In 2026, the Circuito das Águas Paulista region hosts two stagings of the Passion of Christ. Lindóia on March 28, Socorro on April 3, with Henri Castelli in the lead role. Estimated combined in-person audience of one hundred thousand.
Before the site, the project existed in conversation, Henri's slide decks, sponsorship tiers in a spreadsheet, and dates in WhatsApp messages. Marco coordinated sponsors and municipalities with scattered material. What was missing was the single document capable of defending the proposal with editorial weight.
The site was born as a fundraising piece. It's not a landing page to sell tickets — the event is free. It's a calling card for municipalities, sponsors, and press. The job is to convince before the phone call happens.
February 2026. A mayor from the Circuito das Águas Paulista region calls Marco to discuss a Passion of Christ staging. Marco listens and sees something bigger. Henri Castelli, his friend, has played Jesus for years in events across the country. What if it weren't a single city, but the entire Circuito? What if the region positioned itself as the São Paulo state capital of the Passion? The idea existed in conversation. What was missing was the document that would defend it.
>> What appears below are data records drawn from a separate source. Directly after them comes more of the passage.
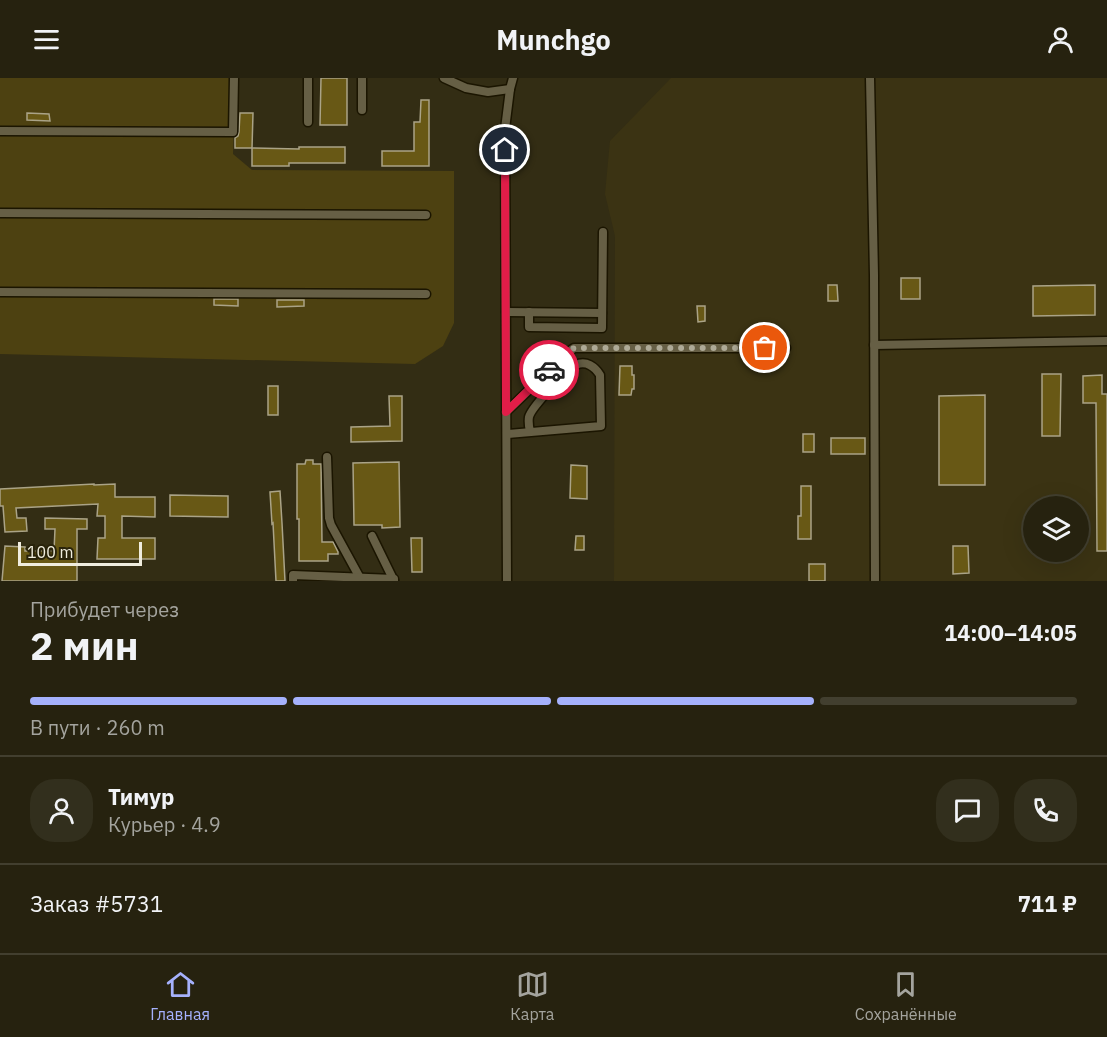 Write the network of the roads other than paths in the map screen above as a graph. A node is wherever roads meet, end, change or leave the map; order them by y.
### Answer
1 (234, 78) edge
2 (308, 78) edge
3 (362, 78) edge
4 (444, 78) edge
5 (513, 78) edge
6 (870, 78) edge
7 (510, 89) junction
8 (362, 110) dead end
9 (308, 122) dead end
10 (0, 131) edge
11 (0, 213) edge
12 (426, 215) dead end
13 (603, 232) dead end
14 (0, 292) edge
15 (426, 294) dead end
16 (506, 312) junction
17 (529, 312) junction
18 (602, 313) junction
19 (1107, 340) edge
20 (874, 345) junction
21 (786, 348) dead end
22 (506, 412) junction
23 (530, 432) junction
24 (507, 434) junction
25 (327, 457) dead end
26 (372, 536) dead end
27 (360, 578) junction
28 (394, 580) edge
29 (293, 581) edge
30 (507, 581) edge
31 (875, 581) edge

1 - 10 street
2 - 9 street
3 - 8 street
4 - 7 street
5 - 7 street
6 - 20 street
7 - 16 street
11 - 12 street
13 - 18 street
14 - 15 street
16 - 17 street
16 - 22 street
17 - 18 street
17 - 18 street
19 - 20 street
20 - 31 street
21 - 22 street
22 - 24 street
23 - 23 street
23 - 24 street
24 - 30 street
25 - 27 street
26 - 28 street
27 - 28 street
27 - 29 street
Henri Castelli is one of the most recognizable actors on Brazilian television. More than two decades in soap operas — leading roles in Pecado Capital, Celebridade, I Love Paraisópolis. In 2025 he starred in Pacatuba, Ceará, in the largest Passion of Christ in the Northeast, with an estimated audience of forty thousand. The anchor that makes a mayor, a sponsor, or a journalist stop and listen.

The site is not a landing page. It is an editorial dossier. Visitors don't see a "buy ticket" button — they see a document defending the project. It opens with the production synopsis. Then the regional cultural justification: religious tradition, tourism profile, active faith communities. The piece answers the municipality's question before it is asked.
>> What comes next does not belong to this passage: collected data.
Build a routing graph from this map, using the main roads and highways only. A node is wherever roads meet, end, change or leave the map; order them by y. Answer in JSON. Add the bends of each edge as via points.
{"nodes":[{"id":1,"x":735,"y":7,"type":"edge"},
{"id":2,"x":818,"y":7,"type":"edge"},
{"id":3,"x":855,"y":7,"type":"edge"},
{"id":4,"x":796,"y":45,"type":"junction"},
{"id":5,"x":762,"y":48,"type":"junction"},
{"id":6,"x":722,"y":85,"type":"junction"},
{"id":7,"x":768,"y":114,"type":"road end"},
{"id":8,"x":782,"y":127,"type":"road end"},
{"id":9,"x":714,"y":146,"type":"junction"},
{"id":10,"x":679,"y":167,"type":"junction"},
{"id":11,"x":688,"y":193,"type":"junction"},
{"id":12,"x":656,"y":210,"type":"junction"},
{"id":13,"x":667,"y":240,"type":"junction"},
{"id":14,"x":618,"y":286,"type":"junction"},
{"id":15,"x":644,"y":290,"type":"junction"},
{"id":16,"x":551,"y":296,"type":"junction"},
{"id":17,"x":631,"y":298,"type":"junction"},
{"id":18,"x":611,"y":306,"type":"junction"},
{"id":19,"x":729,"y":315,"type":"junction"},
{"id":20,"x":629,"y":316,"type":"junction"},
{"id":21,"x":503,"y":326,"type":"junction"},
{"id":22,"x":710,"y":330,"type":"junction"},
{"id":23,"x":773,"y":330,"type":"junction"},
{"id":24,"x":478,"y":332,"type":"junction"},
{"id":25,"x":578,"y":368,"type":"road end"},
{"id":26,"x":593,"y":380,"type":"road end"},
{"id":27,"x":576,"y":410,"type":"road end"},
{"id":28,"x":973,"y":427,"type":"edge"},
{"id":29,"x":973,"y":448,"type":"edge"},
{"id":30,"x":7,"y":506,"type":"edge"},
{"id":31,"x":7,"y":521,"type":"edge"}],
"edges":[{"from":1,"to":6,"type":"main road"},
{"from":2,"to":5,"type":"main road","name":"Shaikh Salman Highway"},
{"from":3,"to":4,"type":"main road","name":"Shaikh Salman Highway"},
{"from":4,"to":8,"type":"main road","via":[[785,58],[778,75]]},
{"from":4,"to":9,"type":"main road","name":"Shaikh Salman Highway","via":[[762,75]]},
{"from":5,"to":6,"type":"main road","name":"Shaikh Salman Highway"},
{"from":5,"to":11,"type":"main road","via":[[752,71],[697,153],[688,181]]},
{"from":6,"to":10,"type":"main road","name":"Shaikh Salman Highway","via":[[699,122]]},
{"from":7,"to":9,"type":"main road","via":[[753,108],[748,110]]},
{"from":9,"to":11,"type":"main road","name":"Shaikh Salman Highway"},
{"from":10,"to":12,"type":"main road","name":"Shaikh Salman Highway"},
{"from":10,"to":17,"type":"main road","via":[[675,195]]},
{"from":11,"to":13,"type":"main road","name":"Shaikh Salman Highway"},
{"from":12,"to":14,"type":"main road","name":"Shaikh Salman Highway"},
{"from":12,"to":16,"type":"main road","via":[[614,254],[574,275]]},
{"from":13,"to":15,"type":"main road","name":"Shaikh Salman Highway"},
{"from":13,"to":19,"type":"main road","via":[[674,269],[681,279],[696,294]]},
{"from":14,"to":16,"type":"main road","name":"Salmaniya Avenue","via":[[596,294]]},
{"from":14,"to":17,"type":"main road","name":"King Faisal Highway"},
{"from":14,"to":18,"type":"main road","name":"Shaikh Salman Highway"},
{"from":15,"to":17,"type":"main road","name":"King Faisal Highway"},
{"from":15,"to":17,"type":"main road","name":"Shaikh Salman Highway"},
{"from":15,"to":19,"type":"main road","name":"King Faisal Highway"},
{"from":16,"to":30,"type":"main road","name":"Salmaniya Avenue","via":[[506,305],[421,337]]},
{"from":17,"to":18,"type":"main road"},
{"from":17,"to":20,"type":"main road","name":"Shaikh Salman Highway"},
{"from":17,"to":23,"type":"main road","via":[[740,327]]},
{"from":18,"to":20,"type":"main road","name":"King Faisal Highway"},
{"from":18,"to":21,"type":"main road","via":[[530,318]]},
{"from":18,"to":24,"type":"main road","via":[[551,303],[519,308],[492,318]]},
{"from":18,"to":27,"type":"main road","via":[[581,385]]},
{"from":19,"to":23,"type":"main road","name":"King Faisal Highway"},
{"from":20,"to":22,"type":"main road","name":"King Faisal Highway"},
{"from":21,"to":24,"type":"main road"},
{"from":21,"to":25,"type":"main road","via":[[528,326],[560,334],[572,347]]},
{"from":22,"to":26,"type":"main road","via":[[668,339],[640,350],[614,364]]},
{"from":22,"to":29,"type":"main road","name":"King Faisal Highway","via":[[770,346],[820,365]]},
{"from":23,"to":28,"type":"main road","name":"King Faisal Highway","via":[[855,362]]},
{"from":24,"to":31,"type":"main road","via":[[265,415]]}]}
The second block speaks to sponsor and press. Projection of one hundred thousand in-person attendees and five million in regional and national media reach. Three sponsorship tiers — bronze, silver, supreme — with escalating benefits from outdoor exposure to publication on Henri Castelli's social channels. Whoever reaches the end has the material to close.


Black over gold, Cinzel Decorative and Cormorant Garamond. The intro opens with a pulsing cross, the city's coat of arms, and footage of the production running in the background. Not a parish leaflet. Editorial magazine — references closer to a theatrical gala cover than to an Easter program. The aesthetic builds expectation before the copy starts to sell.


The details carry weight. A gallery of twenty-four curated photos with custom captions per image. A small vinyl record in the bottom right corner that pauses the soundtrack. A slow fade between intro and hero. Things nobody sees in a screenshot. They work in use — they make the site remembered the next day.

ChoicePage with four routes: Lindóia, Socorro, Sponsors, Main. Each city opens with its own coat of arms and "The City Hall of [X] presents" — a regionalized version the municipality can use as an official piece. The city sees only its date, its venue, its narrative. The city hall receives a site that seems custom-made for it. Because it was.

Sponsors see everything: both cities, sponsorship tiers, commercial contact. Main shows the two cities together, intended for press wanting to cover the region as a whole. Same base, different materials for each audience. Four routes, four versions of the same proposal.

A site doesn't sell an event — it sells a version of the region. The Passion of Christ had to stop being a one-off staging and become a regional project. That was the brief: document the proposal with enough detail for municipalities, sponsors, and press to see what didn't yet exist.